With Wanderers' debt rising from £64m to £93m, Gartside said England defender Cahill, who has been the subject of interest from Arsenal and Manchester United, may be sold in the January transfer window if they receive an offer in excess of £15m.
Gartside claimed that Richard Scudamore, the Premier League's chief executive officer, is also pushing for tougher rules on club finances, in line with the new Uefa financial fair play (FFP) regime which will see teams banned from European competitions if they can't bring down costs towards break-even over a three-year period. "Richard's keener than anybody," Gartside said. "I think he's concerned as much as anybody about the financial state. We keep upping the income and we keep losing more money. It's ridiculous."
The Premier League declined to comment on Gartside's observations yesterday, though it is understood that the league is currently consulting with individual clubs about financial controls. The issue is likely to be discussed at the league's AGM in June.
Gartside told Bloomberg that wage restraints were desperately needed: "Owners should be allowed to invest in equity. So if you, as an owner, want to buy a striker for £10m that shouldn't be a problem. But what you then can't do is pay him extortionate wages that take you out of the break-even situation. We are carrying too many on the wage bill."
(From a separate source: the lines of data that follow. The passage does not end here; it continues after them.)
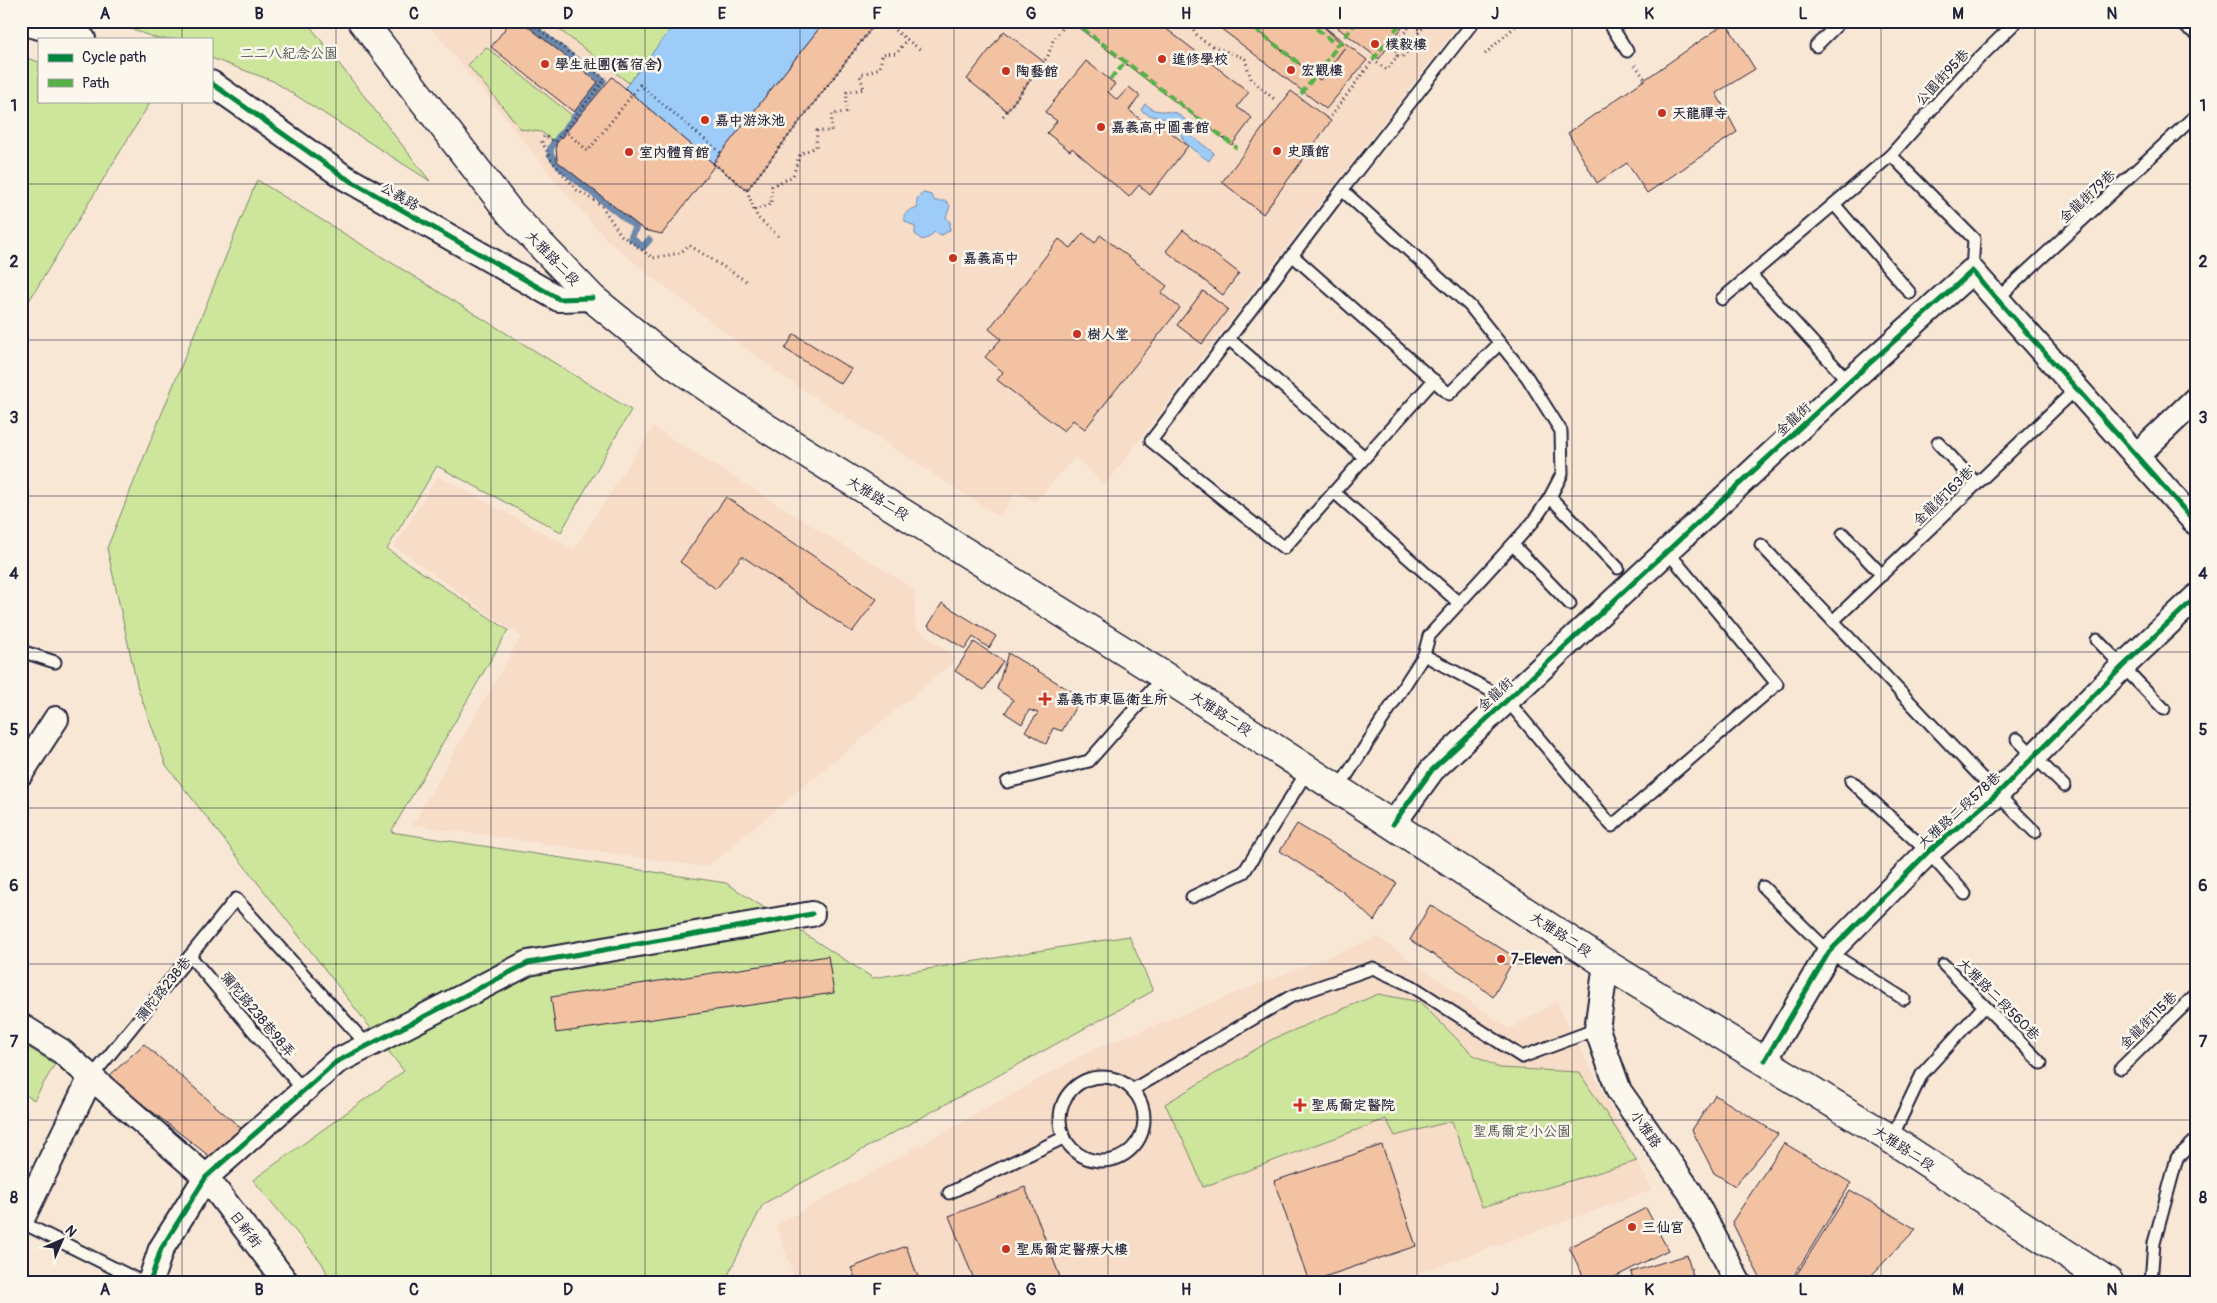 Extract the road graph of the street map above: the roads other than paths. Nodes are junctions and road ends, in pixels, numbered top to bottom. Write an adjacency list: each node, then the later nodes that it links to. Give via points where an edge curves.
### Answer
1 (362, 21): 21 (main road, 大雅路二段, via 511,214)
2 (1474, 21): 15 (lane)
3 (1608, 21): 11 (lane)
4 (1841, 21): 10 (lane)
5 (2017, 21): 14 (lane, 公園街95巷, via 1963,74)
6 (2189, 21): 8 (street)
7 (21, 22): 9 (street)
8 (2196, 26)
9 (79, 38)
10 (1816, 46)
11 (1627, 52)
12 (212, 84): 21 (street, 公義路, via 344,178 542,290 559,299)
13 (2196, 115): 22 (lane, 金龍街79巷)
14 (1891, 155): 16 (lane, 公園街95巷); 18 (lane, via 1974,239)
15 (1342, 190): 17 (lane); 25 (lane, via 1470,306)
16 (1834, 204): 19 (lane, 公園街95巷); 20 (lane)
17 (1292, 256): 24 (lane); 26 (lane)
18 (1972, 270): 22 (street); 27 (street, 金龍街)
19 (1751, 275): 23 (lane, 公園街95巷); 27 (lane)
20 (1910, 293)
21 (592, 298): 52 (main road, 大雅路二段, via 673,364 768,429)
22 (1998, 298): 28 (street)
23 (1722, 299)
24 (1229, 339): 32 (lane); 34 (lane, via 1151,441 1284,548)
25 (1500, 343): 26 (lane, via 1449,394); 35 (lane, via 1527,377 1561,432 1562,474)
26 (1434, 380): 32 (lane)
27 (1849, 382): 40 (street, 金龍街)
28 (2076, 390): 31 (street); 33 (lane, 金龍街163巷')
29 (2196, 399): 31 (street)
30 (1938, 443): 33 (lane)
31 (2136, 456): 36 (street)
32 (1364, 457): 34 (lane)
33 (1977, 484): 42 (lane, 金龍街163巷')
34 (1334, 492): 44 (lane)
35 (1550, 497): 38 (lane); 41 (lane)
36 (2196, 523)
37 (1843, 534): 42 (lane)
38 (1513, 545): 44 (lane); 45 (lane)
39 (1761, 545): 46 (lane, 大雅路二段578巷)
40 (1668, 552): 53 (street, 金龍街); 53 (lane, via 1777,684 1612,826)
41 (1618, 568)
42 (1882, 575): 46 (lane, 金龍街163巷')
43 (2196, 597): 51 (street, 大雅路二段578巷)
44 (1459, 603): 49 (lane, via 1429,636)
45 (1570, 604)
46 (1833, 621): 63 (lane, 大雅路二段578巷)
47 (2097, 640): 51 (lane)
48 (21, 652): 50 (lane)
49 (1424, 654): 53 (lane); 62 (lane)
50 (54, 662)
51 (2124, 666): 54 (lane); 56 (street, 大雅路二段578巷)
52 (1164, 676): 57 (main road, 大雅路二段); 59 (lane, via 1089,761)
53 (1506, 699): 64 (street, 金龍街, via 1432,770)
54 (2164, 709)
55 (56, 719): 58 (street)
56 (2026, 747): 61 (lane); 63 (street, 大雅路二段578巷)
57 (1308, 770): 62 (main road, 大雅路二段); 69 (lane, via 1244,872)
58 (21, 773)
59 (1007, 782)
60 (1851, 782): 66 (lane)
61 (2064, 786)
62 (1338, 790): 64 (main road, 大雅路二段)
63 (1996, 794): 65 (lane); 66 (street, 大雅路二段578巷)
64 (1393, 824): 73 (main road, 大雅路二段)
65 (2036, 832)
66 (1928, 852): 68 (lane); 71 (street, 大雅路二段578巷)
67 (1762, 887): 71 (lane)
68 (1965, 894)
69 (1192, 897)
70 (812, 914): 78 (street, via 528,963)
71 (1829, 952): 75 (lane); 79 (street, 大雅路二段578巷)
72 (190, 956): 78 (lane, 彌陀路238巷, via 236,899); 82 (lane, 彌陀路238巷); 84 (lane, 彌陀路238巷98弄)
73 (1606, 964): 77 (street, 小雅路); 79 (main road, 大雅路二段)
74 (2196, 994): 81 (lane, 金龍街115巷)
75 (1904, 999)
76 (21, 1026): 82 (street, via 61,1052)
77 (1596, 1028): 83 (lane, via 1522,1057 1412,986 1373,968 1290,997); 94 (street, 小雅路, via 1619,1091 1690,1192)
78 (368, 1046): 84 (street, via 336,1062)
79 (1765, 1060): 86 (main road, 大雅路二段)
80 (2041, 1063): 86 (lane, 大雅路二段560巷, via 1944,965 1984,1006 1922,1074)
81 (2121, 1068)
82 (90, 1079): 88 (street); 90 (street)
83 (1132, 1090): 85 (lane, via 1109,1078 1083,1081 1064,1099 1060,1112); 85 (lane, via 1140,1102 1143,1131 1136,1145 1125,1155 1097,1162 1083,1157)
84 (304, 1091): 88 (street)
85 (1063, 1138): 89 (lane)
86 (1891, 1139): 95 (main road, 大雅路二段)
87 (2196, 1140): 96 (lane, via 2177,1158 2154,1243)
88 (206, 1177): 92 (street, via 161,1249); 93 (street, 日新街)
89 (949, 1193)
90 (21, 1222): 91 (lane)
91 (142, 1282)
92 (150, 1282)
93 (286, 1282)
94 (1738, 1282)
95 (2109, 1282)
96 (2151, 1282)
Bolton have nine players out of contract this summer, including some of the heavy earners, and Gartside is clearly unsure whether to offer all of them new contracts. The £40,000-a-week Elmander has started to flourish this season after a difficult start following his signing two years ago for £8.2m – a club record. "He's out of contract at the end of this season and if someone knocks on the door in January then that's obviously a consideration. If a Champions League team [bids for Cahill] in January that's the best time to sell because those teams will pay the money."
Bolton's financial position is not as precarious as Portsmouth's when they went into administration owing over £120m, because the Wanderers' owner, Eddie Davies, is owed the bulk of the debt, but the club wants to reduce its dependence on him.
Liverpool's new owners New England Sports Ventures said last month that they would have been less interested in the £300m acquisition without the incoming FFP regulations to level the playing field. Principal owner John W Henry dismissed suggestions that European clubs might be able to dodge the new regulations. "The clubs have to comply," he said. Manchester City's task of bringing down the £121m losses they reported in October to comply with FFP is the most significant task ahead of them.
Gartside said that the Premier League wage levels were also damaging clubs' attempts to find new investors. Robert Kraft, owner of the New England Patriots, is among those who have said the absence of a wage cap has made investment in English football unattractive. "I've been chairman for 12 years and on the board for 21. We've never had an approach from anyone to buy it in all that time," Gartside said.